(Saved entries)
%%
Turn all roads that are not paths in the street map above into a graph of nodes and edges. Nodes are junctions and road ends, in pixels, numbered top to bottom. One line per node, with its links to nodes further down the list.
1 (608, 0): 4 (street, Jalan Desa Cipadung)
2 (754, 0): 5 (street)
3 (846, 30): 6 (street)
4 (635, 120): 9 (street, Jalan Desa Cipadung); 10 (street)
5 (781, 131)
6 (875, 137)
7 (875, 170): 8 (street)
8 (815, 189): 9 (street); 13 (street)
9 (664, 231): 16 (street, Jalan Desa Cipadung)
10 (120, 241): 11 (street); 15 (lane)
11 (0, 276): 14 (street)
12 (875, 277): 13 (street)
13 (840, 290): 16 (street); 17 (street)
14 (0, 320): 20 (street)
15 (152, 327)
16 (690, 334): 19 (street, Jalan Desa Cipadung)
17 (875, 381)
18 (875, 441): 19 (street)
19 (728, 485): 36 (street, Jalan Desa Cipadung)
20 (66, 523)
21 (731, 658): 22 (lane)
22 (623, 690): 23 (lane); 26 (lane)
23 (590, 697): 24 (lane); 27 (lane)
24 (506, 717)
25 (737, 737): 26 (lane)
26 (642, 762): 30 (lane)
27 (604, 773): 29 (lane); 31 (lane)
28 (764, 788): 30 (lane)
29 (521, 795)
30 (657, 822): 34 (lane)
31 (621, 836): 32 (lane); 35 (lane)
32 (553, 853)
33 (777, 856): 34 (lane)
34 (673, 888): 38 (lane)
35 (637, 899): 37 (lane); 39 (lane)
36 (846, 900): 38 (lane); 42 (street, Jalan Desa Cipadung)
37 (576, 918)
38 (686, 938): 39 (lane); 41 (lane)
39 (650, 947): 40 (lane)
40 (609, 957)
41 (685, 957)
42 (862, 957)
%%
# WHAT THE TASK REQUIRES:
The answer should consist of every entry, repeated word for word.

# FINISHED TASK:
Turn all roads that are not paths in the street map above into a graph of nodes and edges. Nodes are junctions and road ends, in pixels, numbered top to bottom. One line per node, with its links to nodes further down the list.
1 (608, 0): 4 (street, Jalan Desa Cipadung)
2 (754, 0): 5 (street)
3 (846, 30): 6 (street)
4 (635, 120): 9 (street, Jalan Desa Cipadung); 10 (street)
5 (781, 131)
6 (875, 137)
7 (875, 170): 8 (street)
8 (815, 189): 9 (street); 13 (street)
9 (664, 231): 16 (street, Jalan Desa Cipadung)
10 (120, 241): 11 (street); 15 (lane)
11 (0, 276): 14 (street)
12 (875, 277): 13 (street)
13 (840, 290): 16 (street); 17 (street)
14 (0, 320): 20 (street)
15 (152, 327)
16 (690, 334): 19 (street, Jalan Desa Cipadung)
17 (875, 381)
18 (875, 441): 19 (street)
19 (728, 485): 36 (street, Jalan Desa Cipadung)
20 (66, 523)
21 (731, 658): 22 (lane)
22 (623, 690): 23 (lane); 26 (lane)
23 (590, 697): 24 (lane); 27 (lane)
24 (506, 717)
25 (737, 737): 26 (lane)
26 (642, 762): 30 (lane)
27 (604, 773): 29 (lane); 31 (lane)
28 (764, 788): 30 (lane)
29 (521, 795)
30 (657, 822): 34 (lane)
31 (621, 836): 32 (lane); 35 (lane)
32 (553, 853)
33 (777, 856): 34 (lane)
34 (673, 888): 38 (lane)
35 (637, 899): 37 (lane); 39 (lane)
36 (846, 900): 38 (lane); 42 (street, Jalan Desa Cipadung)
37 (576, 918)
38 (686, 938): 39 (lane); 41 (lane)
39 (650, 947): 40 (lane)
40 (609, 957)
41 (685, 957)
42 (862, 957)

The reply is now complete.